Distributable cash flow for the quarter declined 1% to $304.4 million when compared to a year ago, while net income dropped, a drop from $308.3 million in the prior-year period. Net income attributable to the partnership was $121.2 million, down 20% from $151.4 million a year earlier.

The continued uncertainty over Western Midstream's ownership and future, coupled with earnings below expectations, was enough to help push Western Midstream units down 7% to close at $20.80 per unit in twice the normal volume of trades Nov. 5.

Western Midstream executives said the MLP would not be affected by Occidental's plan to cut spending 40% in 2020 as they expected any loss of service in one area, such as gas processing, would be made up in other areas, such as removing produced wastewater. Company executives said they expect to increase EBITDA 10% in 2020 while cutting capital spending 25%.

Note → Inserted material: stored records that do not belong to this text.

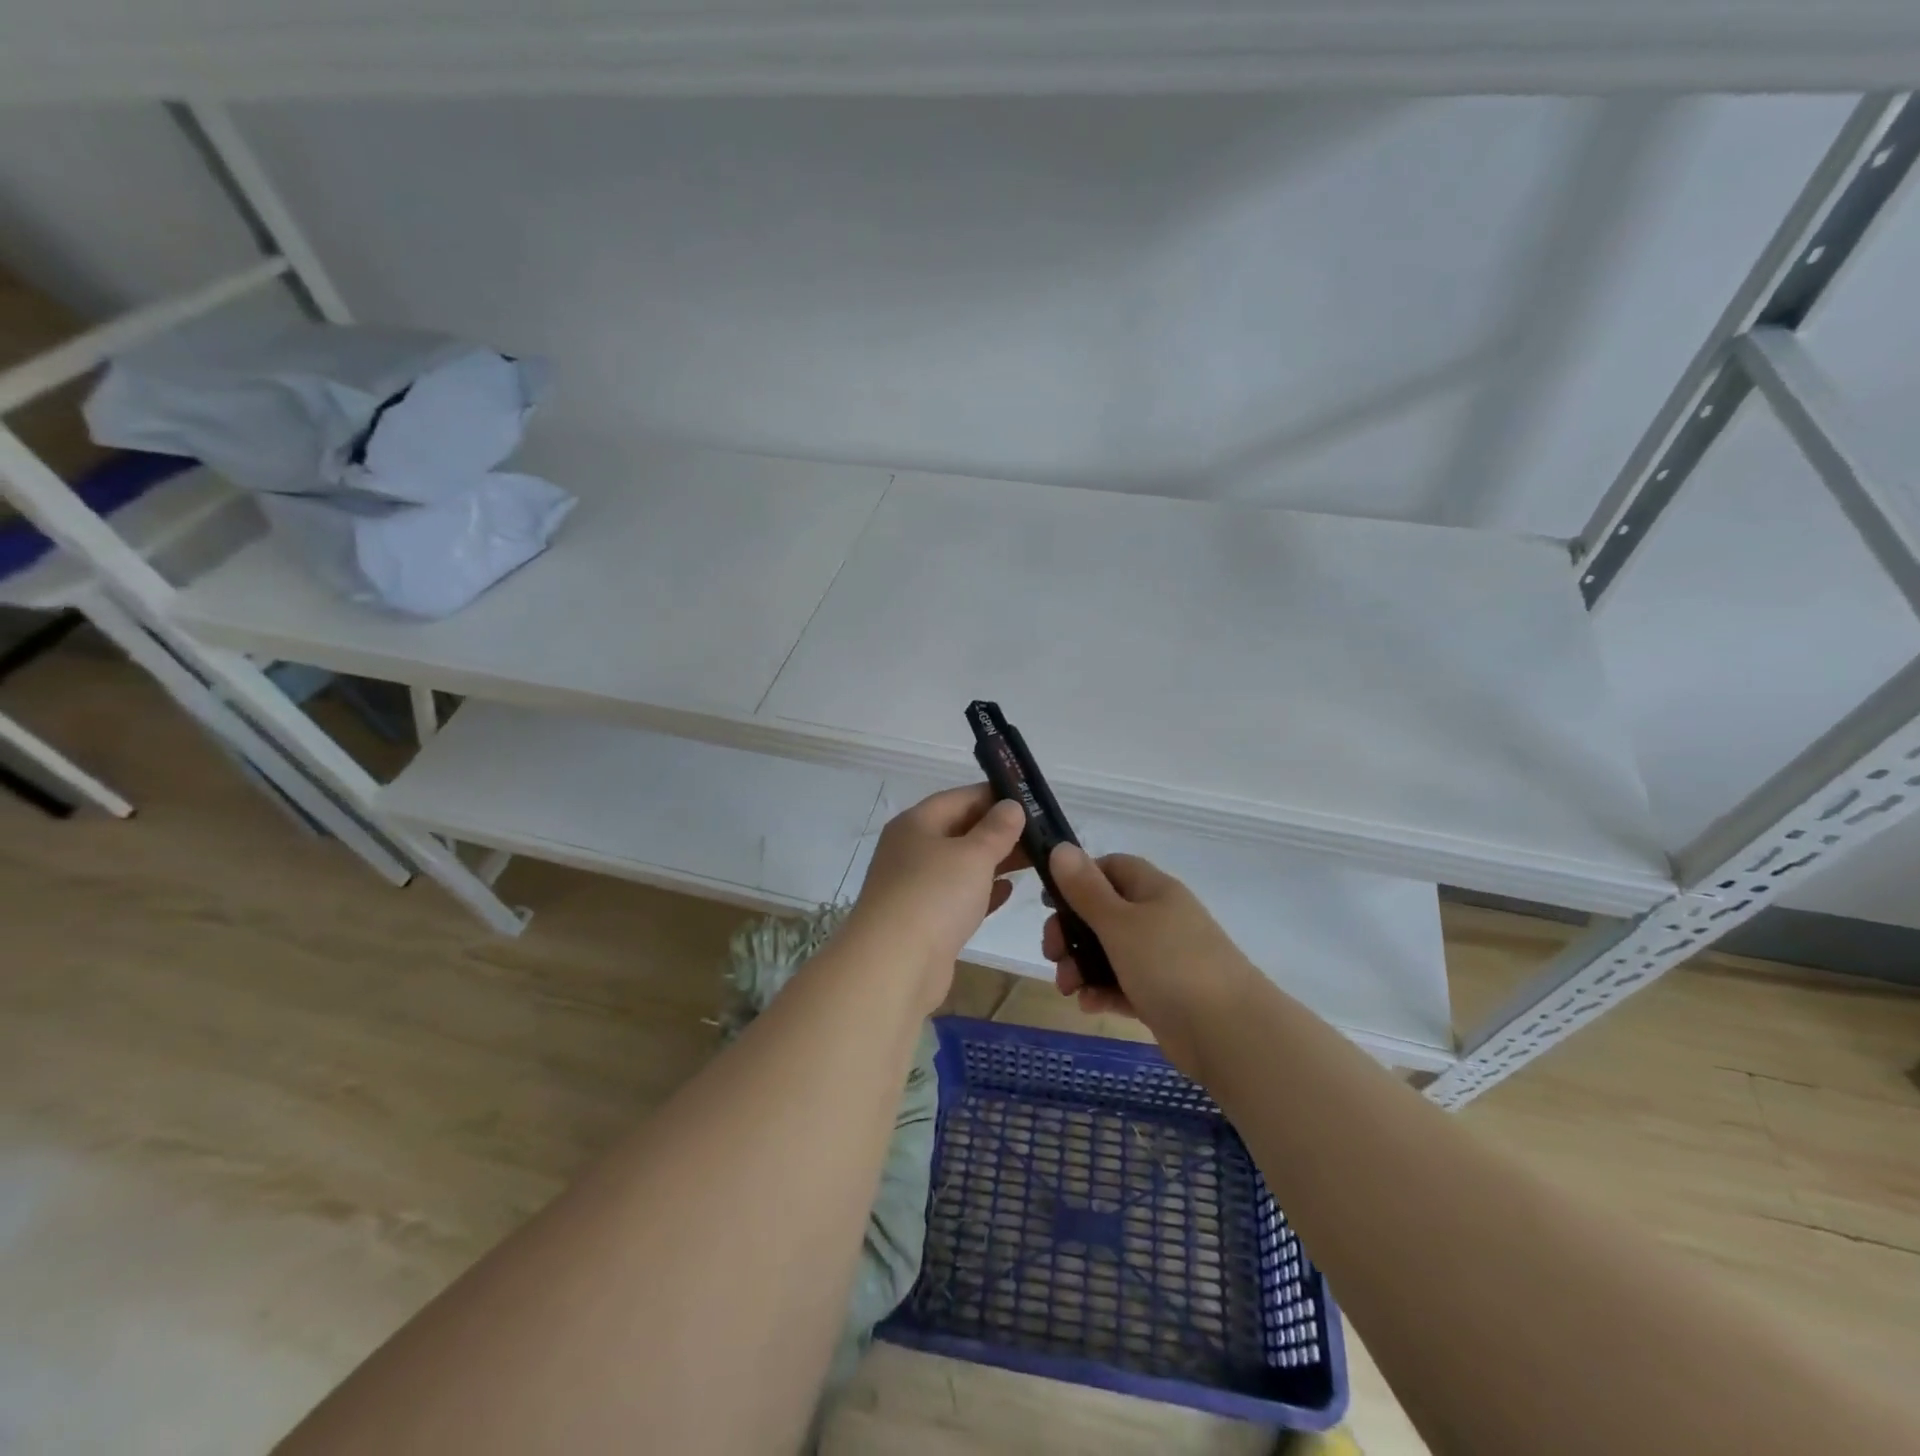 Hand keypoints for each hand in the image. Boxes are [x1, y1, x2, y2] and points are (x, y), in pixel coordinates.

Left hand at [846, 785, 1027, 1010]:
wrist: (894, 965)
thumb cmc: (934, 895)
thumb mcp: (973, 855)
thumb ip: (996, 829)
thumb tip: (1011, 806)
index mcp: (916, 824)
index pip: (959, 798)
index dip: (994, 796)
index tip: (1030, 800)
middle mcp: (911, 850)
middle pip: (960, 831)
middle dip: (999, 831)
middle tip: (1042, 834)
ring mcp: (915, 887)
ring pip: (961, 865)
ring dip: (994, 861)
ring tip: (1035, 860)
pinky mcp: (924, 920)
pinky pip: (958, 896)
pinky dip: (982, 891)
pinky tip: (1009, 891)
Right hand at [1043, 846, 1258, 1078]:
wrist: (1230, 1034)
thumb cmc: (1169, 965)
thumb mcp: (1119, 923)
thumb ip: (1086, 889)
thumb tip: (1061, 847)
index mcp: (1154, 890)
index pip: (1111, 868)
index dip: (1079, 878)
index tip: (1052, 902)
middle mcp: (1159, 919)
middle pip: (1104, 913)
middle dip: (1072, 932)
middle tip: (1053, 953)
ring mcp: (1163, 959)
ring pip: (1110, 952)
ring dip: (1082, 966)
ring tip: (1068, 988)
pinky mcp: (1164, 996)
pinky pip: (1124, 985)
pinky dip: (1103, 992)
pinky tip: (1087, 1005) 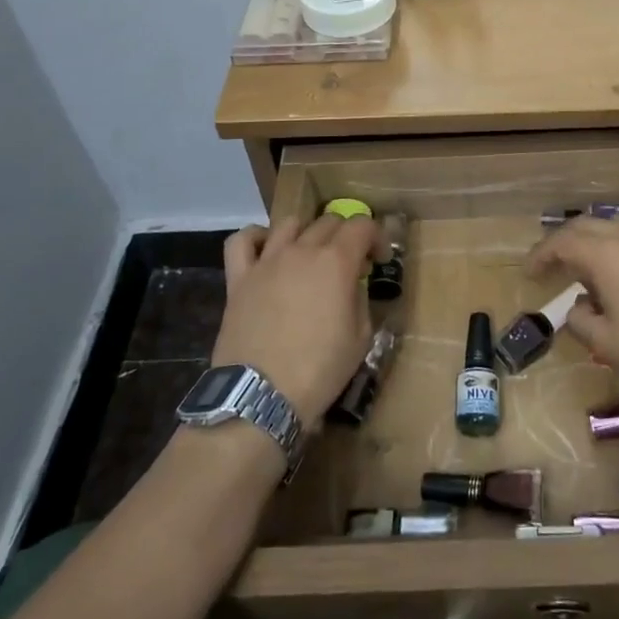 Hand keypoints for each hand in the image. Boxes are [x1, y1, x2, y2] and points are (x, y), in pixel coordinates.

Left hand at [213, 217, 373, 423]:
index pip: (363, 225)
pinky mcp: (239, 278)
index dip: (376, 237)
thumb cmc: (319, 370)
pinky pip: (241, 241)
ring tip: (309, 256)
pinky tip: (266, 251)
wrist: (262, 397)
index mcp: (336, 262)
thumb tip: (354, 284)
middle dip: (345, 236)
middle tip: (349, 265)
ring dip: (307, 233)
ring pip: (289, 223)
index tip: (379, 260)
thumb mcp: (360, 338)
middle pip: (328, 221)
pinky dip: (256, 237)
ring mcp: (267, 261)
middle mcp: (302, 250)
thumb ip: (360, 299)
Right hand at [527, 216, 618, 397]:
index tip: (528, 273)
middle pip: (584, 225)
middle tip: (549, 264)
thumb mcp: (607, 343)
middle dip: (562, 241)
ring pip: (612, 224)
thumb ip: (580, 320)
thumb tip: (577, 306)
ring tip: (583, 262)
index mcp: (605, 254)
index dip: (540, 255)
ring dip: (590, 238)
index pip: (561, 242)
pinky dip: (616, 243) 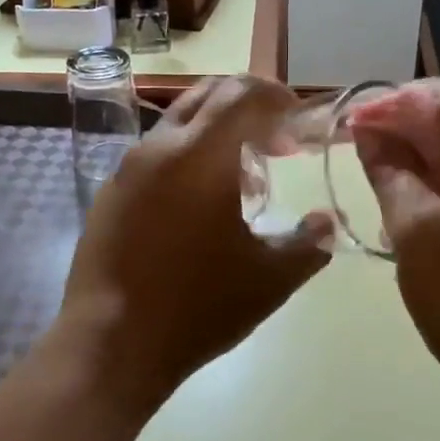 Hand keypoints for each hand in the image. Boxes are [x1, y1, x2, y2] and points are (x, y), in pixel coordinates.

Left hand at [57, 75, 331, 413]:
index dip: (276, 97)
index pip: (242, 93)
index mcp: (199, 155)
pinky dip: (189, 160)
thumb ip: (310, 243)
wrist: (111, 347)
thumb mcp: (270, 279)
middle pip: (207, 95)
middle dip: (248, 107)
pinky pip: (156, 156)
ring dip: (218, 136)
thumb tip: (329, 221)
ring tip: (247, 183)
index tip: (299, 121)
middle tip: (278, 143)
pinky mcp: (110, 195)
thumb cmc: (198, 307)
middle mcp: (158, 148)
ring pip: (179, 125)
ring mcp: (127, 170)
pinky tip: (203, 209)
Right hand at [352, 79, 439, 402]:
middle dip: (405, 135)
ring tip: (380, 194)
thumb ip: (392, 176)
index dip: (399, 100)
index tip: (356, 124)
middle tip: (360, 159)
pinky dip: (437, 202)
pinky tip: (411, 229)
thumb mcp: (419, 233)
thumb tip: (370, 132)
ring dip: (419, 171) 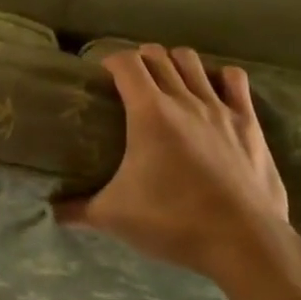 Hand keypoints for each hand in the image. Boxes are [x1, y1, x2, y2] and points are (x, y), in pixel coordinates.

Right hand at [73, 44, 289, 273]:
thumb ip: (79, 210)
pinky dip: (220, 77)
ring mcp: (219, 108)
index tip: (103, 74)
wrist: (245, 244)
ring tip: (167, 81)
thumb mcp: (115, 217)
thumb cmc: (174, 222)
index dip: (111, 60)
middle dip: (141, 59)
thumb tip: (51, 211)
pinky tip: (212, 90)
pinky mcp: (248, 123)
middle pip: (158, 55)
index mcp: (149, 112)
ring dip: (175, 63)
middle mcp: (183, 99)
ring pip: (192, 61)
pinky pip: (235, 80)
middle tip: (131, 81)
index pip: (126, 62) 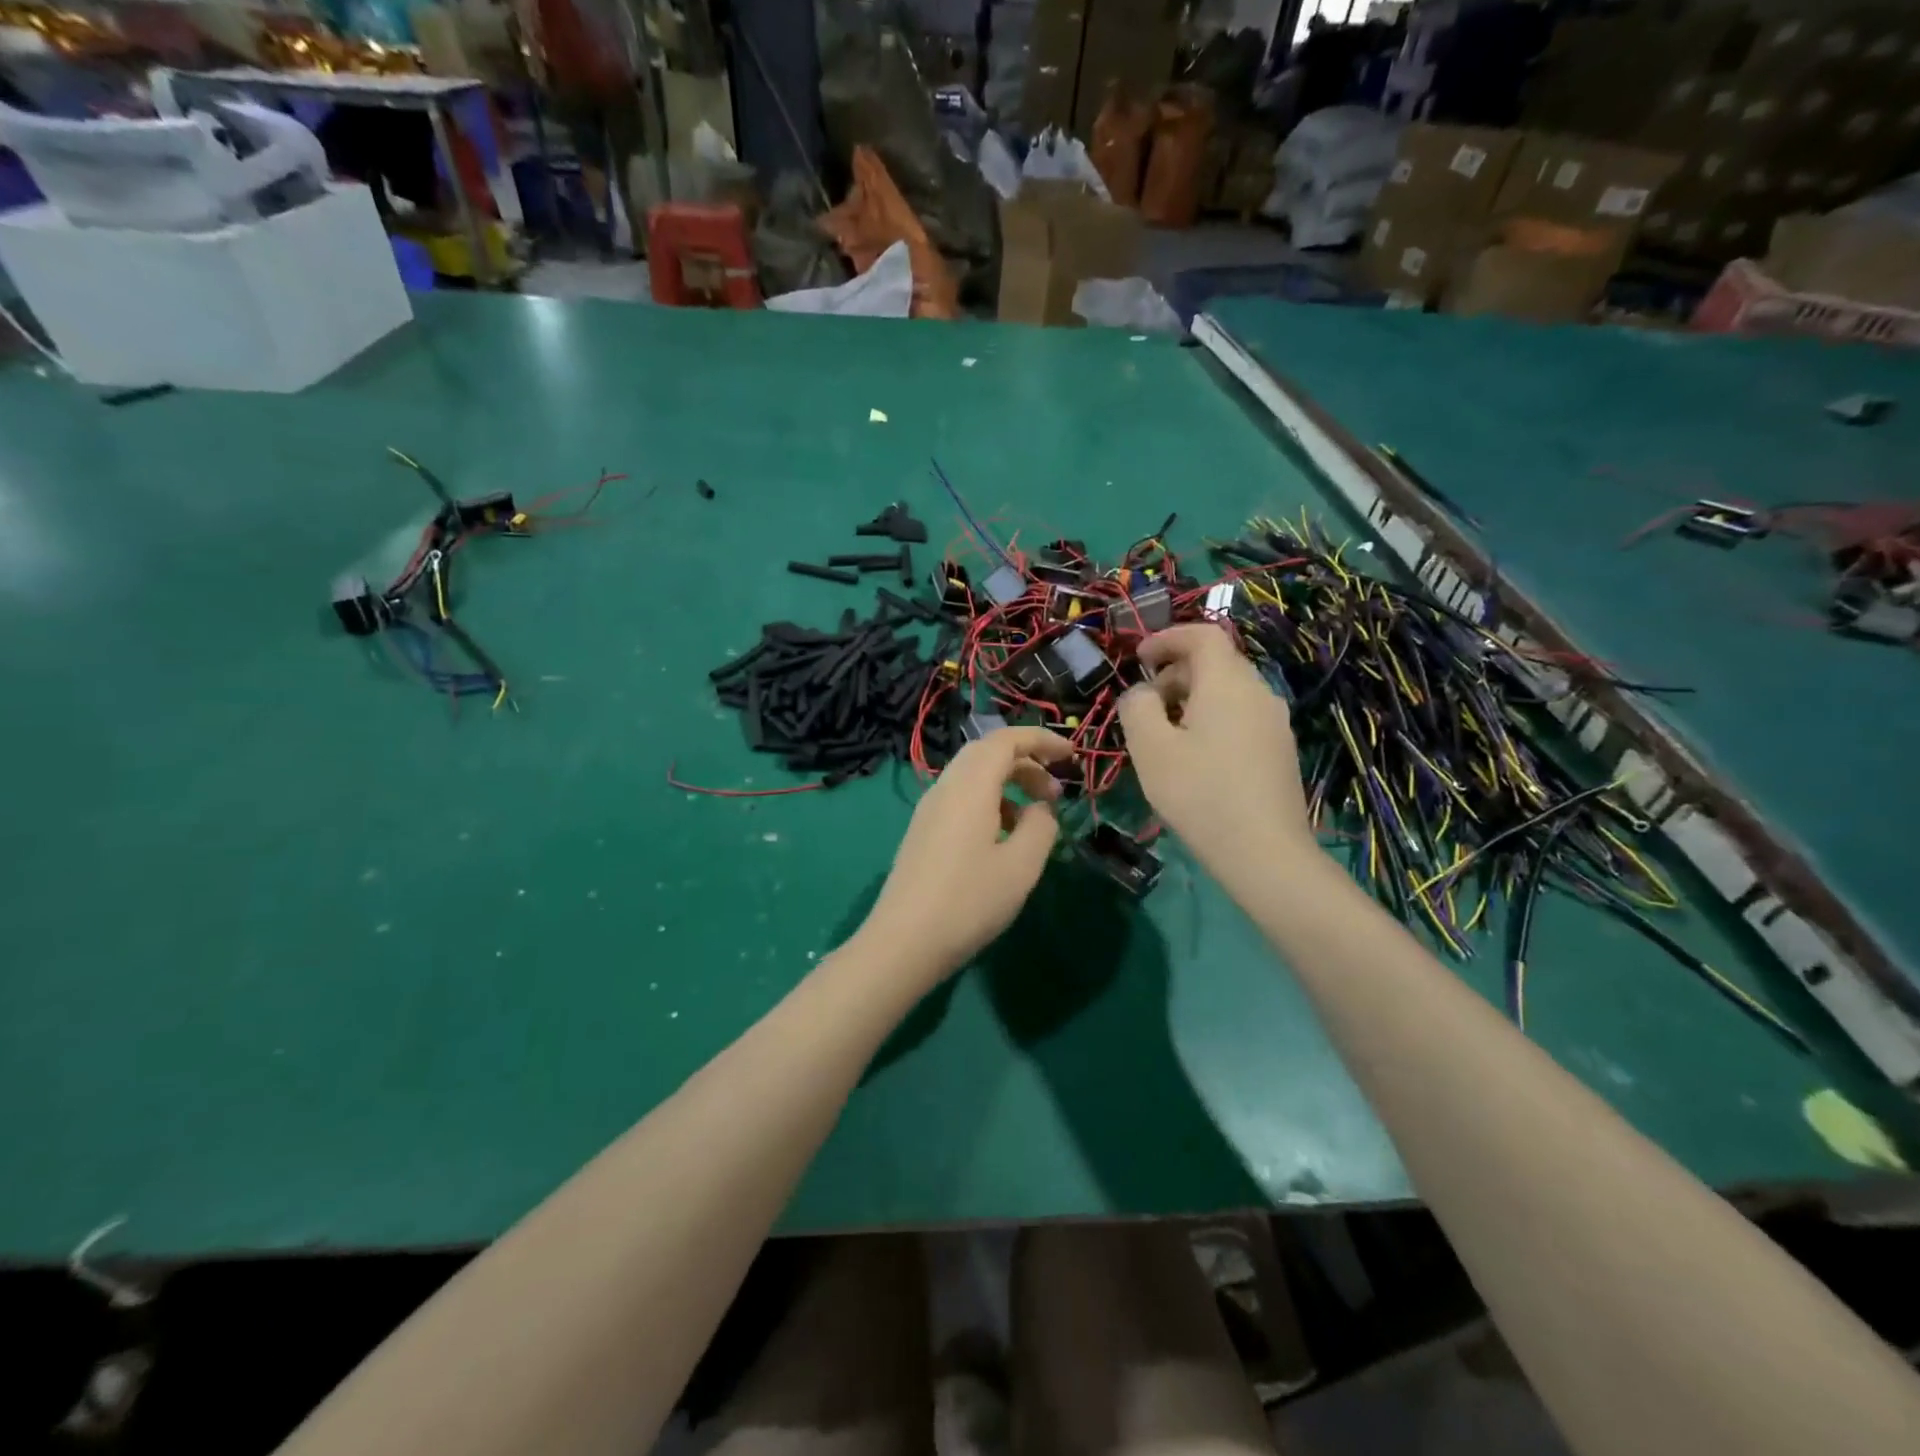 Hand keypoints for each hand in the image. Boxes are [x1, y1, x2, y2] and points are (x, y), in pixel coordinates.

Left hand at [858, 727, 1073, 981]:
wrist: (904, 942)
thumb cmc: (969, 901)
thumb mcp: (1021, 866)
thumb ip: (1041, 826)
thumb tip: (1041, 809)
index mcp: (970, 786)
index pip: (1006, 740)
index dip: (1041, 740)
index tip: (1071, 756)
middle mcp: (945, 787)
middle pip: (987, 753)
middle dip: (1026, 762)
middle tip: (1056, 792)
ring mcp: (929, 810)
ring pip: (973, 776)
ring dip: (1008, 784)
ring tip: (1036, 818)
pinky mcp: (923, 832)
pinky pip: (961, 799)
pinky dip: (990, 802)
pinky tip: (1004, 839)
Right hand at [1117, 624, 1311, 868]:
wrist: (1265, 852)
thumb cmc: (1199, 794)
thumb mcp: (1150, 748)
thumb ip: (1137, 707)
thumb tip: (1142, 693)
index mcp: (1227, 683)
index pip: (1203, 635)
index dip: (1168, 637)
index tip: (1139, 659)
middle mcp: (1258, 692)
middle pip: (1217, 662)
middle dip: (1176, 673)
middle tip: (1145, 705)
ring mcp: (1275, 722)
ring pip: (1229, 691)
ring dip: (1192, 698)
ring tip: (1165, 735)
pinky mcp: (1280, 749)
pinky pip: (1241, 716)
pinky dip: (1212, 719)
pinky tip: (1196, 757)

"Our takeaway is that [Occidental's] volume growth will be in areas where [Western Midstream] operates and at this time there does not appear to be an issue from a cost of service perspective," UBS Securities LLC analyst Shneur Gershuni told his clients before the call. "Given the amount of uncertainty post [Occidental-Anadarko] merger and [Western Midstream's] disappointing update last quarter, we would expect investors to express some relief at the plus-10% guide that was roughly in-line with consensus."

Natural gas throughput increased 6% over the same quarter last year to 4.2 Bcf/d but was 2% below the second quarter of this year, Western Midstream said. Oil, NGL and produced water throughput increased 28% over the third quarter of last year to 1.2 million barrels per day, reflective of the crude boom in the Permian.

"Delaware [Basin, a Permian field] crude, natural gas and water volumes saw significant quarter-over-quarter rebound following uptick in well-connects," analysts at energy investment bank Tudor Pickering Holt & Co. said Nov. 5.

Analysts agreed that the capital Western did spend in 2020 would be used to further align its midstream systems to Occidental's upstream efforts as opposed to Anadarko's old plans for growth.